▸ Problem to solve
Your job is to report every line of the entries that has "Holzstraße".

▸ Record extracts
- - -
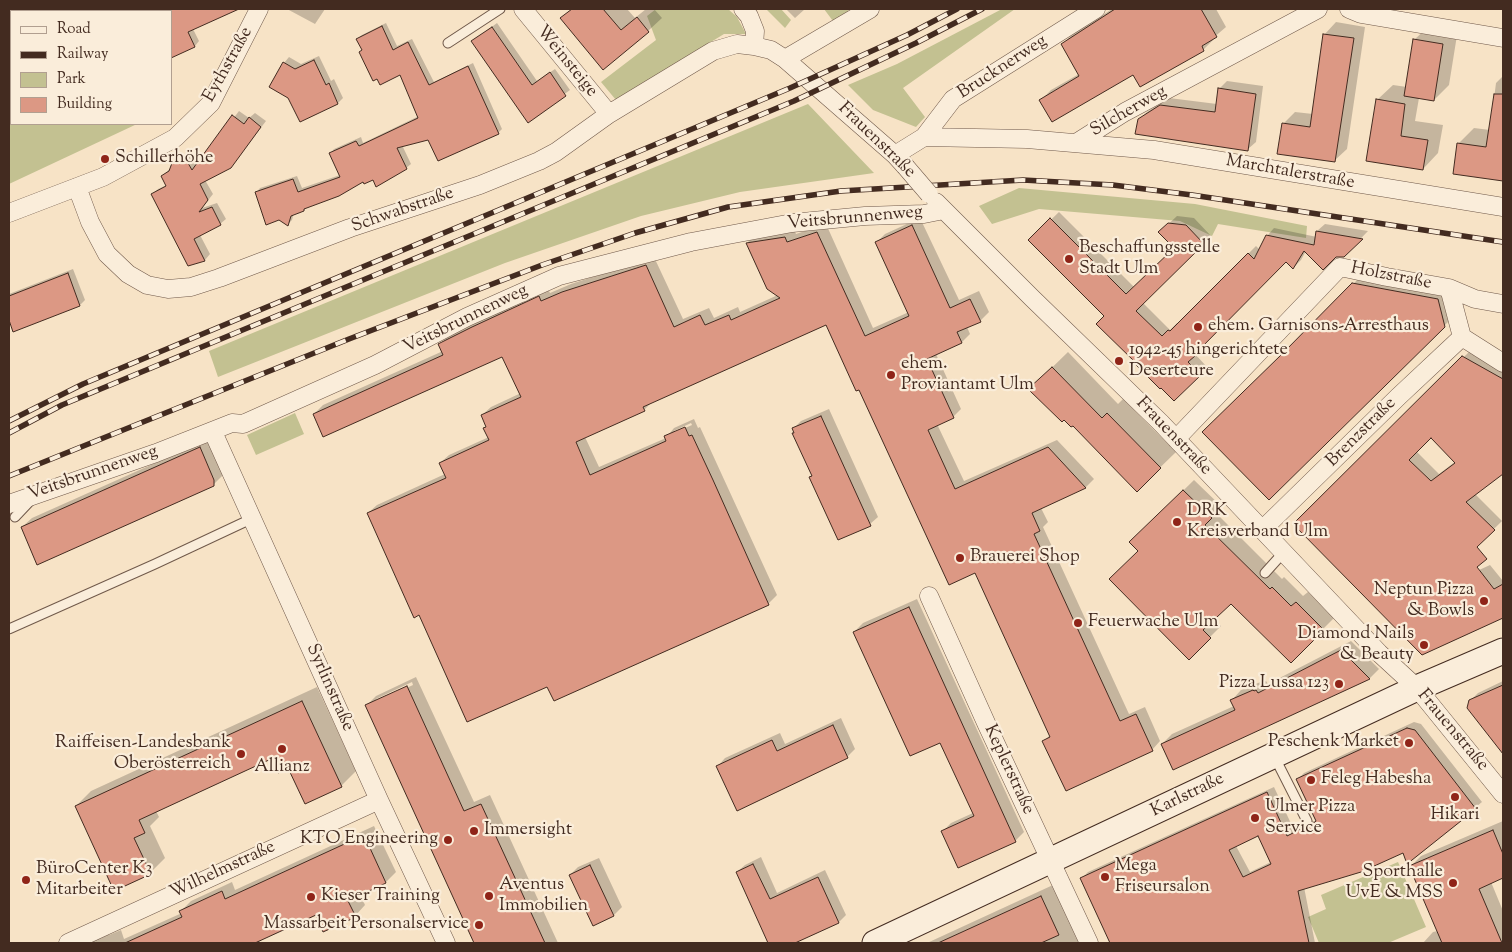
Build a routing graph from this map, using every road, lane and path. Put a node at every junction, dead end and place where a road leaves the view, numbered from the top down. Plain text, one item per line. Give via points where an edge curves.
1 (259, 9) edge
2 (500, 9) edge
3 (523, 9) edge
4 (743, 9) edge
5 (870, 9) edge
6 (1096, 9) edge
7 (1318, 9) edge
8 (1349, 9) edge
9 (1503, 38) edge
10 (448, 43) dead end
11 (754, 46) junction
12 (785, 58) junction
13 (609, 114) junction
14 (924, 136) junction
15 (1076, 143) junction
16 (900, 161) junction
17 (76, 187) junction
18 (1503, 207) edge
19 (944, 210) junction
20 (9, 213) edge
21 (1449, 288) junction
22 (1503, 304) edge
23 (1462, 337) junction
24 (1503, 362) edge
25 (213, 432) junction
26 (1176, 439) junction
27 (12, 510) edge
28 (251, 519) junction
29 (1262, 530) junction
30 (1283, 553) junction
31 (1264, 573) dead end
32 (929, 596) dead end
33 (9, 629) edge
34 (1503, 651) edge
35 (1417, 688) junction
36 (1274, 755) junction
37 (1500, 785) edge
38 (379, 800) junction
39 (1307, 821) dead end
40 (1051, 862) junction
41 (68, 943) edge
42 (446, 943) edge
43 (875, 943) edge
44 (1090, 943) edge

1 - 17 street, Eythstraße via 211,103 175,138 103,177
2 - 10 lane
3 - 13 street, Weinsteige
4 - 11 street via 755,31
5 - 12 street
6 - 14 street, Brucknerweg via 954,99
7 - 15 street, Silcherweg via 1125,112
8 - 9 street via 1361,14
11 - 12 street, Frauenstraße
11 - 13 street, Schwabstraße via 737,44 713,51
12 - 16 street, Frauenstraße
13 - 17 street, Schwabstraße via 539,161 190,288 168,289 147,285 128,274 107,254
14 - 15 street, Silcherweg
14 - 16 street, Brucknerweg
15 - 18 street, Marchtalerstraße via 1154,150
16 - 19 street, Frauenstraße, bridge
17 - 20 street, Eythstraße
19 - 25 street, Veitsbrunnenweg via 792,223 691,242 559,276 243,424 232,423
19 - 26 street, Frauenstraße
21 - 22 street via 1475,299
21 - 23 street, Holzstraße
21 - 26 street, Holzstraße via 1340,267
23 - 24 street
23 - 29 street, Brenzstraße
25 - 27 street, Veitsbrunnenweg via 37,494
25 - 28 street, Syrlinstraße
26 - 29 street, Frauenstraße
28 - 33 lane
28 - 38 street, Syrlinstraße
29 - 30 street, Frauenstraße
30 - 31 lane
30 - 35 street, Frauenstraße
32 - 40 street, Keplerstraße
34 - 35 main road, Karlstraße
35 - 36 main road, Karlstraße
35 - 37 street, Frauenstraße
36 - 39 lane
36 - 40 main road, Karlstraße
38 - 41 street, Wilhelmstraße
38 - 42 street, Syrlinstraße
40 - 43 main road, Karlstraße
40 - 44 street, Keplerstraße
- - -
▸ Reply
21 - 23 street, Holzstraße
21 - 26 street, Holzstraße via 1340,267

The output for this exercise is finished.